ALCIBIADES: Yes, Socrates, I am.
SOCRATES: you seem to be troubled and to cast your eyes on the ground, as though you were thinking about something.
ALCIBIADES: Of what do you suppose that I am thinking?
SOCRATES: Of the greatest of all things, as I believe. Tell me, do you not suppose that the Gods sometimes partly grant and partly reject the requests which we make in public and private, and favour some persons and not others?
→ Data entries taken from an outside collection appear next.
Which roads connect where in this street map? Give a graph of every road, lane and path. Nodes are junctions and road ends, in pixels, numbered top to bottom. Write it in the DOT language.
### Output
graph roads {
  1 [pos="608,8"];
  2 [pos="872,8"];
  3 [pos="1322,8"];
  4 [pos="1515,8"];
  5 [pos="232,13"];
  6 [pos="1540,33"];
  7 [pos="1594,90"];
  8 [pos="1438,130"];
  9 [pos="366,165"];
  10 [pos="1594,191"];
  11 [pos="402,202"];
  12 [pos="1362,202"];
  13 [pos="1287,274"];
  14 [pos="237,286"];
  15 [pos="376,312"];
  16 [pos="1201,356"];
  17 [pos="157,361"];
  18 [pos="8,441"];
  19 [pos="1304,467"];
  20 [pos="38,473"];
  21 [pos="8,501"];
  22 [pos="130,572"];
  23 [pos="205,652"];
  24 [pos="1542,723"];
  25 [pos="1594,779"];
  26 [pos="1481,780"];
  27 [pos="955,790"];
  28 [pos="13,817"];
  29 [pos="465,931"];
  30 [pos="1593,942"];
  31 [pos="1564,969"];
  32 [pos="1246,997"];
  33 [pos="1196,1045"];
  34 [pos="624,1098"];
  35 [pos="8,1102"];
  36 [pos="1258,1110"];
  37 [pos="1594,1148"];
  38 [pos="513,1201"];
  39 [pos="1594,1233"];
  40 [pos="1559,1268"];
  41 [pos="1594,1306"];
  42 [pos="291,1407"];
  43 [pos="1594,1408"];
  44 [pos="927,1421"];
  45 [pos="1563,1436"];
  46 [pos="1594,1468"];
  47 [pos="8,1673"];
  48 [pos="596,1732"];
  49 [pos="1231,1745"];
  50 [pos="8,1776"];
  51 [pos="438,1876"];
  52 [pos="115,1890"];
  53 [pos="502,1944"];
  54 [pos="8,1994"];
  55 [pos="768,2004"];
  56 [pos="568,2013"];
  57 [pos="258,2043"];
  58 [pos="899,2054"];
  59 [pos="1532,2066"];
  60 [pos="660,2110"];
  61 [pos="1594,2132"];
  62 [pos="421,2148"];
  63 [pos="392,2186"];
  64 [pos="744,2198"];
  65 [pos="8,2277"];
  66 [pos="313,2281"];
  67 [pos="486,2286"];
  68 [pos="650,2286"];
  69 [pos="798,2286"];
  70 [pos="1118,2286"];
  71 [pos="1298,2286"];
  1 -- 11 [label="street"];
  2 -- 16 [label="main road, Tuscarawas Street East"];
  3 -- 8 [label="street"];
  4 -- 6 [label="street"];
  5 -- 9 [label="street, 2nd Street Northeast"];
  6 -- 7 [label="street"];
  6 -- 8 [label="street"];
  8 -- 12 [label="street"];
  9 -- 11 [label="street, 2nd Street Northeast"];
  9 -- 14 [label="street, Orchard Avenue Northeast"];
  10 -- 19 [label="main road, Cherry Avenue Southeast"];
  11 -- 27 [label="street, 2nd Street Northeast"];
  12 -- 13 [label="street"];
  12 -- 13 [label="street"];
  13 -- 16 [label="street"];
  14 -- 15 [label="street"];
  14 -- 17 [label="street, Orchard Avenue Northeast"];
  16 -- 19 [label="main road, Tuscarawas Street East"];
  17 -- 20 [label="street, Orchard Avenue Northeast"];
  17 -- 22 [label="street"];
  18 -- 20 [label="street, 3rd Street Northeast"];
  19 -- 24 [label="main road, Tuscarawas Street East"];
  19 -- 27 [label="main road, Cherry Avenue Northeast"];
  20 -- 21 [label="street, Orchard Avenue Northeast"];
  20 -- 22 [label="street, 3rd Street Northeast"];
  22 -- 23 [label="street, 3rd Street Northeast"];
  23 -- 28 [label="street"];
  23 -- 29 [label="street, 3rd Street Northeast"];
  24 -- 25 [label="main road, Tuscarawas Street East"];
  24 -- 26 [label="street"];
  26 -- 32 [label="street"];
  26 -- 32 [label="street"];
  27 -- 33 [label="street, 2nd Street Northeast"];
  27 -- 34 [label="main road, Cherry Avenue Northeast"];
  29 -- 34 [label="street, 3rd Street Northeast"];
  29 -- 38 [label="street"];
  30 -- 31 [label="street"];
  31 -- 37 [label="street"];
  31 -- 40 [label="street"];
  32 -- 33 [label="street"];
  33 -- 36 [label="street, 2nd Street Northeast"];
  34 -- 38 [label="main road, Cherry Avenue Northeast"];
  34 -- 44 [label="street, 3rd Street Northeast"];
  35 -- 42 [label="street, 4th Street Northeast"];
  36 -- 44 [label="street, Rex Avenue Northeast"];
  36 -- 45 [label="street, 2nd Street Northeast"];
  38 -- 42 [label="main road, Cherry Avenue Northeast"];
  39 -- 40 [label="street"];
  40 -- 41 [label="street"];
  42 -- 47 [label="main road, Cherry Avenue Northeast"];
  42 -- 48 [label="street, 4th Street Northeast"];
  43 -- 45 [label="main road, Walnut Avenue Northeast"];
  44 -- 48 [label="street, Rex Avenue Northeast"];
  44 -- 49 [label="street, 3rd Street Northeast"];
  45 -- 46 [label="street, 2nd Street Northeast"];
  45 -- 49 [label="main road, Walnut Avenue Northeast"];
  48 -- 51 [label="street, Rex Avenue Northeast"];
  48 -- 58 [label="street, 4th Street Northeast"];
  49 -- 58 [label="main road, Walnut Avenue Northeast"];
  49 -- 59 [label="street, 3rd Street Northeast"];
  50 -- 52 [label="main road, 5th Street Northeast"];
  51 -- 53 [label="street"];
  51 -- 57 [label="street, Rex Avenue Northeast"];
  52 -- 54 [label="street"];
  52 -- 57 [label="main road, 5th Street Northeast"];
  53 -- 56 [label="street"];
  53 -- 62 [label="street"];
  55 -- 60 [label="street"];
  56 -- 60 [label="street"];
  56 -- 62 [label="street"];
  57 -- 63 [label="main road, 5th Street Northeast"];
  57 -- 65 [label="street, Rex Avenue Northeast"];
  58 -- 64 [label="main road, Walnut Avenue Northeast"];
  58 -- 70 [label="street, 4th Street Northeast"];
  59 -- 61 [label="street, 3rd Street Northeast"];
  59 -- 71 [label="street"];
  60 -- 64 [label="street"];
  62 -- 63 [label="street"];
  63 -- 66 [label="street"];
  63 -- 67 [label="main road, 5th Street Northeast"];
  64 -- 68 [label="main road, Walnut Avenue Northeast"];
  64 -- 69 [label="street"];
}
SOCRATES: Do you not imagine, then, that a man ought to be very careful, lest perchance without knowing it he implore great evils for himself, deeming that he is asking for good, especially if the Gods are in the mood to grant whatever he may request? There is the story of Oedipus, for instance, who prayed that his children might divide their inheritance between them by the sword: he did not, as he might have done, beg that his present evils might be averted, but called down new ones. And was not his prayer accomplished, and did not many and terrible evils thence arise, upon which I need not dilate?
ALCIBIADES: Yes, Socrates, but you are speaking of a madman: surely you do not think that any one in his senses would venture to make such a prayer?
SOCRATES: Madness, then, you consider to be the opposite of discretion?
ALCIBIADES: Of course.
SOCRATES: And some men seem to you to be discreet, and others the contrary?
ALCIBIADES: They do.
SOCRATES: Well, then, let us discuss who these are. We acknowledge that some are discreet, some foolish, and that some are mad?
SOCRATES: And again, there are some who are in health?